6.2 En l’espèce, l’appelante se contente d’indiquer qu’elle fait appel de l’ordonnance litigieuse. Elle n’expose toutefois aucunement en quoi le raisonnement de la présidente exposé dans sa décision serait erroné. Par ailleurs, l’appelante ne prend aucune conclusion. Partant, faute de conclusion et de motivation satisfaisant aux exigences de l’art. 311 al. 1 CPC, ce qui constitue un vice irréparable, il ne peut pas être entré en matière sur l’appel.
7.
7.1 Il résulte de ce qui précède que l’appel doit être déclaré irrecevable, en application de l’art. 312 al. 1 in fine CPC.
7.2 L’arrêt peut être rendu sans frais judiciaires de deuxième instance (art. 11 TFJC [tarif des frais judiciaires civils du 28 septembre 2010 ; BLV 270.11.5]).
L’intimé n’ayant pas été invité à se déterminer, il n’y a pas lieu à l’allocation de dépens.
Par ces motifs,
le Juge unique
de la Cour d’appel civile
prononce :
I. L’appel est irrecevable.
II. L’arrêt, rendu sans frais, est exécutoire.
Le juge unique : La greffière :
Du
Le présent arrêt, dont la rédaction a été approuvée à huis clos, est notifié à :
‑ G.________,
‑ Me Magda Kulik (pour B.________),
et communiqué, par l'envoi de photocopies, à :
‑ Mme la Présidente du Tribunal civil de l’arrondissement de La Côte.
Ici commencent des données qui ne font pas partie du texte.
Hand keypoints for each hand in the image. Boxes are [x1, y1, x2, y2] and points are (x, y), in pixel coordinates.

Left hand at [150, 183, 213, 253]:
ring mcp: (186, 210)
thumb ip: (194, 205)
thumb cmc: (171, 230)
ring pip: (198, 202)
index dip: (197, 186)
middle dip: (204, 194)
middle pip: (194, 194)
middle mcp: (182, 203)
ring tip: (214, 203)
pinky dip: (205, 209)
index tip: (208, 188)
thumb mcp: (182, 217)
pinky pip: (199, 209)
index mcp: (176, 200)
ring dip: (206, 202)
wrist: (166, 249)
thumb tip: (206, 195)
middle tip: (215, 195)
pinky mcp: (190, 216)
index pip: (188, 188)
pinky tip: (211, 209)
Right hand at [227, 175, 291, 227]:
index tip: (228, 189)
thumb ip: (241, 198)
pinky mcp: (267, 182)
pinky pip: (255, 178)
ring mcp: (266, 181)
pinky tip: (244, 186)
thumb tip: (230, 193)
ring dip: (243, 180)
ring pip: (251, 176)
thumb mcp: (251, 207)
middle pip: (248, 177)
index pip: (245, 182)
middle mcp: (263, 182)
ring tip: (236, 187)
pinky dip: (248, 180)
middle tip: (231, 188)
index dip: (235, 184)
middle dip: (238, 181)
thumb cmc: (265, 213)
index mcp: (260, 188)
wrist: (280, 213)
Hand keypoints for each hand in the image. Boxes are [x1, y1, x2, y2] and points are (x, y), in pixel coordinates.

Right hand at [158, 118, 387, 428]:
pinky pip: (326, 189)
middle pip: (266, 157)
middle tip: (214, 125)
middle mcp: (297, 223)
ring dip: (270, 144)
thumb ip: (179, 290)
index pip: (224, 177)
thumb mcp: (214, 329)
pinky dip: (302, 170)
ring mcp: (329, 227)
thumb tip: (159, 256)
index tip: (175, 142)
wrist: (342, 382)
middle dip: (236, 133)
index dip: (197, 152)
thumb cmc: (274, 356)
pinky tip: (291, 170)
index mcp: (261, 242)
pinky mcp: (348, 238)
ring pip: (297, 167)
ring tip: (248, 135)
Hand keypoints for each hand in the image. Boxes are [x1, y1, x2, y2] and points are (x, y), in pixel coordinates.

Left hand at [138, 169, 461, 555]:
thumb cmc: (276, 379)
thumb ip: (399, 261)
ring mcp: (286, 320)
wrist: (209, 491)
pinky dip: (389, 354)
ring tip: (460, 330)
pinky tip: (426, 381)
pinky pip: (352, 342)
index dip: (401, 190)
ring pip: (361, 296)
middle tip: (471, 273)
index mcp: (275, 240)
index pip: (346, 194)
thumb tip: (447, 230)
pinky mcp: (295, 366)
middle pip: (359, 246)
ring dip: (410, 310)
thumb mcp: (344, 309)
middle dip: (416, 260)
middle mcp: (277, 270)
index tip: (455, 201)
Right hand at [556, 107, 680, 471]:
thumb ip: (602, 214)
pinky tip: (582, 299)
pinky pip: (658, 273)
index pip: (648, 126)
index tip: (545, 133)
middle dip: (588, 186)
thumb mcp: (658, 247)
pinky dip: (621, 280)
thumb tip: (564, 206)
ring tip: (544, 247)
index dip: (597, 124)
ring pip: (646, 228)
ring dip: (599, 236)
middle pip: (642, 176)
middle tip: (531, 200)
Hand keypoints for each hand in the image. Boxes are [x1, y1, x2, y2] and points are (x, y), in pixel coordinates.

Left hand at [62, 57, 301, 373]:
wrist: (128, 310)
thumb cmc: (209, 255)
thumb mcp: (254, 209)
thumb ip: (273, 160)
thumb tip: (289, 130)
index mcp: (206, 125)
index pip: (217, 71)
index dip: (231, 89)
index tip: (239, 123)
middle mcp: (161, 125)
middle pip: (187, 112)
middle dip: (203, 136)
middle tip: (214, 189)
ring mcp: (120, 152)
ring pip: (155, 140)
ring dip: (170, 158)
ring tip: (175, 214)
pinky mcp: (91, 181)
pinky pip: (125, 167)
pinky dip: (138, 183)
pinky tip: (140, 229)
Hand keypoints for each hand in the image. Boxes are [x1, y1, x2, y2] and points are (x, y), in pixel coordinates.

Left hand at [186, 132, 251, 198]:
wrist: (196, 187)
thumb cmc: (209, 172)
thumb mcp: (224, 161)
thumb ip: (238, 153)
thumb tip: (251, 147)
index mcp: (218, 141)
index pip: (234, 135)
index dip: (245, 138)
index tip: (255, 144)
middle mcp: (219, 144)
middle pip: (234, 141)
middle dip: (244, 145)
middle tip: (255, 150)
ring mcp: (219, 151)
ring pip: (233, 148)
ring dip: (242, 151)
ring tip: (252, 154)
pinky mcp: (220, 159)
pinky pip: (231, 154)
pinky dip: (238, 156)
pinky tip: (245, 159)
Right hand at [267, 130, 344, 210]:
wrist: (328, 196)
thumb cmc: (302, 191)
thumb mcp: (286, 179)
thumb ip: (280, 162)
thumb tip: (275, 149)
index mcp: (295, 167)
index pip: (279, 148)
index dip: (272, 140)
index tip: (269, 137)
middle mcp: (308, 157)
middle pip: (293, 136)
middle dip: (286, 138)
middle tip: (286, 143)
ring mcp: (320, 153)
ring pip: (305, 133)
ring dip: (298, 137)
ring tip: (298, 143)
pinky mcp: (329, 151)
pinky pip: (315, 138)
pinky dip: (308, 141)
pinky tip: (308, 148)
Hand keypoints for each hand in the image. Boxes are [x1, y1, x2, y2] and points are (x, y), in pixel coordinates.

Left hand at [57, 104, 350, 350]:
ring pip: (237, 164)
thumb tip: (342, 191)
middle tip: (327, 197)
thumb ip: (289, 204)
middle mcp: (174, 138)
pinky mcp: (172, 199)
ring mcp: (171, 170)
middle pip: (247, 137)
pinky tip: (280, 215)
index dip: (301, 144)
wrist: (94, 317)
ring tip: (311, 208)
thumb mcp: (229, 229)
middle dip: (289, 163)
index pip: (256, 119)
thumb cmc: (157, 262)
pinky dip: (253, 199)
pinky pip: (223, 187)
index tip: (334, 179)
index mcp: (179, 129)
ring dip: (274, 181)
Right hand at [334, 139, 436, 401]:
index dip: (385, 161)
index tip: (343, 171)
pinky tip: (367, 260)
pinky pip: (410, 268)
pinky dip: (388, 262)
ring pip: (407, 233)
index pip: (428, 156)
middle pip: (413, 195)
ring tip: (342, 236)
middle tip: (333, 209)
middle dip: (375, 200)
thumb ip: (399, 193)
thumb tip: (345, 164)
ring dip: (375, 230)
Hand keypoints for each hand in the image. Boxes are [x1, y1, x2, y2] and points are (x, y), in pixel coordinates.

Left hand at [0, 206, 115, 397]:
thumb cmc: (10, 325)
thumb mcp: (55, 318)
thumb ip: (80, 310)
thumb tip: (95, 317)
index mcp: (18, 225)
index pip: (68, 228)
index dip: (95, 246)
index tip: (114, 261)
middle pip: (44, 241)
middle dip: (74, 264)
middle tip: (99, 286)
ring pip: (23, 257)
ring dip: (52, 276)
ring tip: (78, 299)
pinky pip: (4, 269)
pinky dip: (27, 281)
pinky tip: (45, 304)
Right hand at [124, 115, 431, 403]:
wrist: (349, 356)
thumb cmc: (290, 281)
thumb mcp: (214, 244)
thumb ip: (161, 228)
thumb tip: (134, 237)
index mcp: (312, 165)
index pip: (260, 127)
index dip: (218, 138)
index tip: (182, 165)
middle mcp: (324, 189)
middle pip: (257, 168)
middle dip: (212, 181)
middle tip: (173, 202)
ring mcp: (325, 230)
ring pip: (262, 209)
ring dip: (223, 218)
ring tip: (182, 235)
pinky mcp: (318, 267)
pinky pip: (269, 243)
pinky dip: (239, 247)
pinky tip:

Le présent arrêt peut faire l'objet d'un recours en matière civile devant le Tribunal fédéral au sens des art. 72 ss LTF (loi du 17 juin 2005 sur le Tribunal fédéral ; RS 173.110), le cas échéant d'un recours constitutionnel subsidiaire au sens des art. 113 ss LTF. Dans les affaires pécuniaires, le recours en matière civile n'est recevable que si la valeur litigieuse s'élève au moins à 15'000 fr. en matière de droit du travail et de droit du bail à loyer, à 30'000 fr. dans les autres cas, à moins que la contestation ne soulève une question juridique de principe (art. 74 LTF). Ces recours doivent être déposés devant le Tribunal fédéral dans les trente jours qui suivent la présente notification (art. 100 al. 1 LTF).